+++ Records for the task
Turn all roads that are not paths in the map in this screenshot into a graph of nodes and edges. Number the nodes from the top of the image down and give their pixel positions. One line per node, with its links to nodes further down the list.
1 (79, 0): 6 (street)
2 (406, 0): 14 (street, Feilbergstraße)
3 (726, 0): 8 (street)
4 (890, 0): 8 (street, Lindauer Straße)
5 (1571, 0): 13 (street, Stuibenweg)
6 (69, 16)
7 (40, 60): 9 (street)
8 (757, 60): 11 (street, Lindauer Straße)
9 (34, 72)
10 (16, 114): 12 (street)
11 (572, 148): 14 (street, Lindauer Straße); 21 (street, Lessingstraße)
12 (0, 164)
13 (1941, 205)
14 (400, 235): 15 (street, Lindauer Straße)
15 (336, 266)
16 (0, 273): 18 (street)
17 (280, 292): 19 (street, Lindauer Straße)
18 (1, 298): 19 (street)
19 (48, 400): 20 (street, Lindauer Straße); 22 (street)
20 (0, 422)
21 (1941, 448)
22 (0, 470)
++++++
▸ **Required work**
Word for word, write out the entries above again.

▸ **Output below**
Turn all roads that are not paths in the map in this screenshot into a graph of nodes and edges. Number the nodes from the top of the image down and give their pixel positions. One line per node, with its links to nodes further down the list.
1 (79, 0): 6 (street)
2 (406, 0): 14 (street, Feilbergstraße)
3 (726, 0): 8 (street)
4 (890, 0): 8 (street, Lindauer Straße)
5 (1571, 0): 13 (street, Stuibenweg)
6 (69, 16)
7 (40, 60): 9 (street)
8 (757, 60): 11 (street, Lindauer Straße)
9 (34, 72)
10 (16, 114): 12 (street)
11 (572, 148): 14 (street, Lindauer Straße); 21 (street, Lessingstraße)
12 (0, 164)
13 (1941, 205)
14 (400, 235): 15 (street, Lindauer Straße)
15 (336, 266)
16 (0, 273): 18 (street)
17 (280, 292): 19 (street, Lindauer Straße)
18 (1, 298): 19 (street)
19 (48, 400): 20 (street, Lindauer Straße); 22 (street)
20 (0, 422)
21 (1941, 448)
22 (0, 470)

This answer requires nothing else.